■ Exercise requirements
Write out each record exactly as it stands. No pictures belong in the copy.

■ Material to process
>>>>>
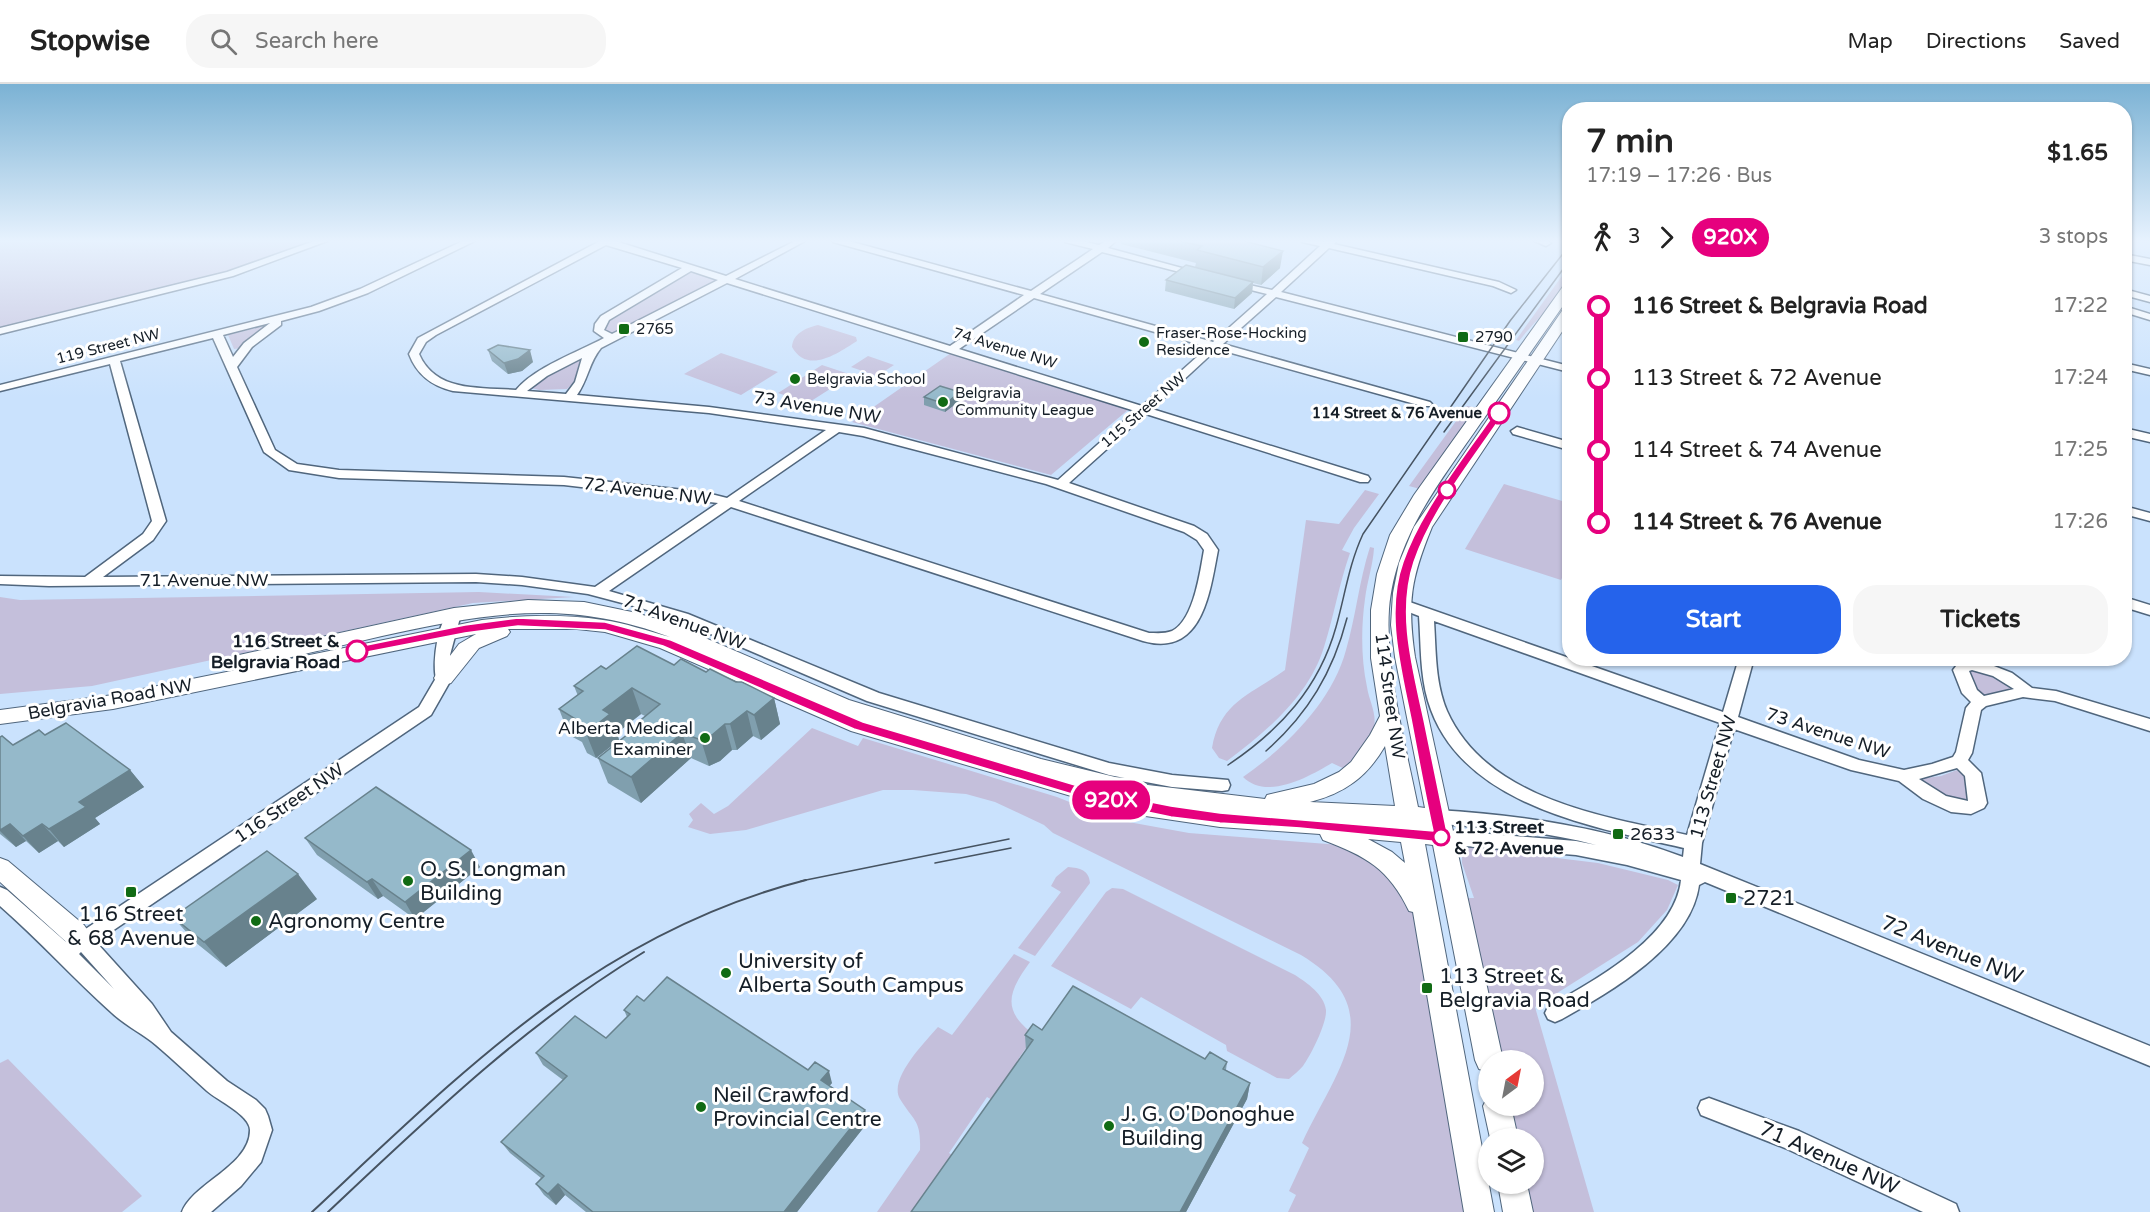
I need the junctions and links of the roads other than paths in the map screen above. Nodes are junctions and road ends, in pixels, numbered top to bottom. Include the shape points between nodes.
1 (155, 293) edge
2 (359, 293) edge
3 (507, 293) edge
4 (648, 293) edge
5 (701, 293) edge
6 (772, 293) edge
7 (1027, 293) edge
8 (1275, 293) joint
9 (1032, 294) junction
10 (2132, 294) edge
11 (2150, 299) edge
12 (1562, 300) edge
13 (2132, 312) edge
14 (293, 316) junction
15 (2150, 317) edge
16 (1562, 319) edge
17 (0, 331) edge
18 (218, 334) junction
19 (612, 338) junction
20 (600, 345) junction
21 (1215, 347) junction
22 (952, 349) junction
23 (1528, 358) junction
24 (114, 360) junction
25 (232, 366) junction
26 (1562, 367) edge
27 (2132, 368) edge
28 (2150, 372) edge
29 (0, 388) edge
30 (519, 394) junction
31 (570, 397) junction
32 (1426, 404) dead end
33 (1144, 409) junction
34 (837, 428) junction
35 (1517, 431) dead end
36 (2132, 434) edge
37 (2150, 438) edge
38 (1562, 444) edge
39 (1364, 479) dead end
40 (1060, 485) junction
41 (729, 502) junction
42 (2132, 512) edge
43 (2150, 517) edge
44 (0, 580) edge
45 (90, 580) junction
46 (597, 592) junction
47 (1401, 604) junction
48 (2132, 604) edge
49 (2150, 610) edge
50 (1426, 613) junction
51 (543, 622) junction
52 (451, 623) junction
53 (1174, 636) joint
54 (1562, 661) edge
55 (1575, 666) edge
56 (1744, 666) edge
57 (1964, 666) edge
58 (1974, 666) edge
59 (444, 678) junction
60 (2027, 692) junction
61 (1981, 702) junction
62 (0, 704) edge
63 (1390, 716) junction
64 (0, 717) edge
65 (1729, 721) junction
66 (2150, 725) edge
67 (1959, 761) junction
68 (1904, 776) junction
69 (1222, 784) dead end
70 (1255, 805) junction
71 (1300, 823) junction
72 (1439, 827) junction
73 (1412, 834) junction
74 (1693, 843) junction
75 (0, 868) edge
76 (1691, 871) junction
77 (0, 895) edge
78 (1429, 931) junction
79 (74, 947) junction
80 (1555, 1013) dead end
81 (1487, 1050) edge
82 (2150, 1056) edge
83 (1709, 1108) dead end
84 (1515, 1194) edge
85 (193, 1212) edge
86 (1479, 1212) edge
87 (1518, 1212) edge
88 (1948, 1212) edge

1 - 17 street
2 - 14 street, 119 Street NW
3 - 30 street, 73 Avenue NW via 432,333 422,340 414,354 420,367 438,384
4 - 19 street via 600,324 599,331
5 - 19 street
6 - 22 street, 74 Avenue NW
7 - 9 street
8 - 21 street, 115 Street NW
8 - 23 street
9 - 21 street
9 - 22 street
10 - 11 street
12 - 23 main road, 114 Street NW
13 - 15 street
14 - 18 street, 119 Street NW
14 - 25 street, 119 Street NW via 256,338
16 - 23 main road, 114 Street NW
18 - 24 street, 119 Street NW
18 - 25 street, 72 Avenue NW
19 - 20 street
20 - 30 street via 543,374
20 - 31 street via 589,354 581,380
21 - 32 street
21 - 33 street, 115 Street NW
22 - 33 street, 74 Avenue NW
23 - 26 street
23 - 47 main road, 114 Street NW via 1423,527 1408,563
23 - 63 main road, 114 Street NW via 1420,500 1394,548 1380,610 1381,658
24 - 29 street, 119 Street NW
24 - 45 street via 159,521 148,537
25 - 41 street, 72 Avenue NW via 270,452 293,467 339,474 564,481
27 - 28 street
30 - 31 street, 73 Avenue NW
31 - 34 street, 73 Avenue NW via 709,410
33 - 39 street, 74 Avenue NW
33 - 40 street, 115 Street NW
34 - 40 street, 73 Avenue NW
34 - 41 street
35 - 38 street
36 - 37 street
40 - 53 street, 73 Avenue NW via 1189,529 1210,547 1194,619
41 - 46 street
41 - 53 street, 72 Avenue NW via 1132,634 1148,638
42 - 43 street
44 - 45 street, 71 Avenue NW
45 - 46 street, 71 Avenue NW via 476,578
46 - 69 street, 71 Avenue NW via 682,617 873,697 1109,769 1172,781
47 - 50 street, 73 Avenue NW
47 - 72 main road, 114 Street NW via 1405,657
48 - 49 street
50 - 54 street, 73 Avenue NW
50 - 74 street via 1436,702 1446,725 1469,754 1499,779 1547,805
51 - 52 main road, Belgravia Road NW
51 - 59 main road via 470,644
51 - 71 main road, Belgravia Road NW via 605,626 667,643 858,726 1095,796 1171,812
52 - 59 street, 116 Street NW via 441,671
52 - 62 main road, Belgravia Road NW via 120,688
52 - 64 main road, Belgravia Road NW via 113,702
52 - 70 main road, Belgravia Road NW via 486,609 553,607 632,618 695,640 831,700 936,735 1147,793
55 - 65 street, 73 Avenue NW
56 - 65 street, 113 Street NW
57 - 61 street via 1961,670 1970,693
58 - 60 street via 2018,683
59 - 79 street, 116 Street NW via 426,711
60 - 61 street
60 - 66 street via 2056,696
61 - 67 street via 1974,708
63 - 70 main road via 1367,760 1349,777 1328,789
63 - 73 main road, 114 Street NW
65 - 68 street, 73 Avenue NW via 1857,766
65 - 74 street, 113 Street NW
67 - 68 street, 73 Avenue NW
67 - 68 street, 73 Avenue NW via 1974,776 1978,803 1973,808 1951,805
70 - 73 main road, Belgravia Road NW
71 - 73 main road, Belgravia Road NW
71 - 78 main road via 1365,846 1386,858 1412,888
72 - 73 main road
72 - 73 main road, Belgravia Road NW
72 - 76 street, 72 Avenue NW
72 - 76 street, 72 Avenue NW via 1458,832 1548,836 1566,831 1622,843
72 - 81 main road
73 - 78 main road
74 - 76 street, 113 Street NW
75 - 79 main road via 75,932
76 - 80 street, 113 Street NW via 1685,904 1649,950 1599,988
76 - 82 street, 72 Avenue NW
77 - 79 street
78 - 86 main road
79 - 85 street via 96,987 219,1088 254,1111 261,1130 253,1154 233,1178
83 - 88 street, 71 Avenue NW via 1791,1139
84 - 87 main road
<<<<<
■ Exercise solution
I need the junctions and links of the roads other than paths in the map screen above. Nodes are junctions and road ends, in pixels, numbered top to bottom. Include the shape points between nodes.
1 (155, 293) edge
2 (359, 293) edge
3 (507, 293) edge
4 (648, 293) edge
5 (701, 293) edge
6 (772, 293) edge
7 (1027, 293) edge
8 (1275, 293) joint
9 (1032, 294) junction
10 (2132, 294) edge
11 (2150, 299) edge
12 (1562, 300) edge
13 (2132, 312) edge
14 (293, 316) junction
15 (2150, 317) edge
16 (1562, 319) edge
17 (0, 331) edge
18 (218, 334) junction
19 (612, 338) junction
20 (600, 345) junction
21 (1215, 347) junction
22 (952, 349) junction
23 (1528, 358) junction
24 (114, 360) junction
25 (232, 366) junction
26 (1562, 367) edge
27 (2132, 368) edge
28 (2150, 372) edge
29 (0, 388) edge
30 (519, 394) junction
31 (570, 397) junction
32 (1426, 404) dead end
33 (1144, 409) junction
34 (837, 428) junction
35 (1517, 431) dead end
36 (2132, 434) edge
37 (2150, 438) edge
38 (1562, 444) edge
39 (1364, 479) dead end
40 (1060, 485) junction
41 (729, 502) junction
42 (2132, 512) edge
43 (2150, 517) edge
44 (0, 580) edge
45 (90, 580) junction
46 (597, 592) junction
47 (1401, 604) junction
48 (2132, 604) edge
49 (2150, 610) edge
50 (1426, 613) junction
51 (543, 622) junction
52 (451, 623) junction
53 (1174, 636) joint
54 (1562, 661) edge
55 (1575, 666) edge
56 (1744, 666) edge
57 (1964, 666) edge
58 (1974, 666) edge
59 (444, 678) junction
60 (2027, 692) junction
61 (1981, 702) junction
62 (0, 704) edge
63 (1390, 716) junction
64 (0, 717) edge
65 (1729, 721) junction
66 (2150, 725) edge
67 (1959, 761) junction
68 (1904, 776) junction
69 (1222, 784) dead end
70 (1255, 805) junction
71 (1300, 823) junction
72 (1439, 827) junction
73 (1412, 834) junction
74 (1693, 843) junction
75 (0, 868) edge
76 (1691, 871) junction
77 (0, 895) edge
78 (1429, 931) junction
79 (74, 947) junction
80 (1555, 1013) dead end
81 (1487, 1050) edge
82 (2150, 1056) edge
83 (1709, 1108) dead end
84 (1515, 1194) edge
85 (193, 1212) edge
86 (1479, 1212) edge
87 (1518, 1212) edge
88 (1948, 1212) edge

1 - 17 street
2 - 14 street, 119 Street NW
3 - 30 street, 73 Avenue NW via 432,333 422,340 414,354 420,367 438,384
4 - 19 street via 600,324 599,331
5 - 19 street
6 - 22 street, 74 Avenue NW
7 - 9 street
8 - 21 street, 115 Street NW
8 - 23 street
9 - 21 street
9 - 22 street
10 - 11 street
12 - 23 main road, 114 Street NW
13 - 15 street
14 - 18 street, 119 Street NW
14 - 25 street, 119 Street NW via 256,338
16 - 23 main road, 114 Street NW
18 - 24 street, 119 Street NW
18 - 25 street, 72 Avenue NW
19 - 20 street
20 - 30 street via 543,374
20 - 31 street via 589,354 581,380
21 - 32 street
21 - 33 street, 115 Street NW
22 - 33 street, 74 Avenue NW
23 - 26 street
23 - 47 main road, 114 Street NW via 1423,527 1408,563
23 - 63 main road, 114 Street NW via 1420,500 1394,548 1380,610 1381,658
24 - 29 street, 119 Street NW
24 - 45 street via 159,521 148,537
25 - 41 street, 72 Avenue NW via 270,452 293,467 339,474 564,481
27 - 28 street
30 - 31 street, 73 Avenue NW
31 - 34 street, 73 Avenue NW via 709,410
33 - 39 street, 74 Avenue NW
33 - 40 street, 115 Street NW
34 - 40 street, 73 Avenue NW
34 - 41 street
35 - 38 street
36 - 37 street
40 - 53 street, 73 Avenue NW via 1189,529 1210,547 1194,619
41 - 46 street
41 - 53 street, 72 Avenue NW via 1132,634 1148,638
42 - 43 street
44 - 45 street, 71 Avenue NW
45 - 46 street, 71 Avenue NW via 476,578
46 - 69 street, 71 Avenue NW via 682,617 873,697 1109,769 1172,781
47 - 50 street, 73 Avenue NW
47 - 72 main road, 114 Street NW via 1405,657
48 - 49 street
50 - 54 street, 73 Avenue NW
50 - 74 street via 1436,702 1446,725 1469,754 1499,779 1547,805
51 - 52 main road, Belgravia Road NW
51 - 59 main road via 470,644
51 - 71 main road, Belgravia Road NW via 605,626 667,643 858,726 1095,796 1171,812
52 - 59 street, 116 Street NW via 441,671
52 - 62 main road, Belgravia Road NW via 120,688
52 - 64 main road, Belgravia Road NW via 113,702
52 - 70 main road, Belgravia Road NW via 486,609 553,607 632,618 695,640 831,700 936,735 1147,793
55 - 65 street, 73 Avenue NW
56 - 65 street, 113 Street NW
57 - 61 street via 1961,670 1970,693
58 - 60 street via 2018,683
59 - 79 street, 116 Street NW via 426,711
60 - 61 street
60 - 66 street via 2056,696
61 - 67 street via 1974,708
63 - 70 main road via 1367,760 1349,777 1328,789
63 - 73 main road, 114 Street NW
65 - 68 street, 73 Avenue NW via 1857,766
65 - 74 street, 113 Street NW
67 - 68 street, 73 Avenue NW
67 - 68 street, 73 Avenue NW via 1974,776 1978,803 1973,808 1951,805
70 - 73 main road, Belgravia Road NW
71 - 73 main road, Belgravia Road NW
71 - 78 main road via 1365,846 1386,858 1412,888
72 - 73 main road
72 - 73 main road, Belgravia Road NW
72 - 76 street, 72 Avenue NW
72 - 76 street, 72 Avenue NW via 1458,832 1548,836 1566,831 1622,843
72 - 81 main road
73 - 78 main road
74 - 76 street, 113 Street NW
75 - 79 main road via 75,932
76 - 80 street, 113 Street NW via 1685,904 1649,950 1599,988
76 - 82 street, 72 Avenue NW
77 - 79 street
78 - 86 main road
79 - 85 street via 96,987 219,1088 254,1111 261,1130 253,1154 233,1178
83 - 88 street, 71 Avenue NW via 1791,1139
84 - 87 main road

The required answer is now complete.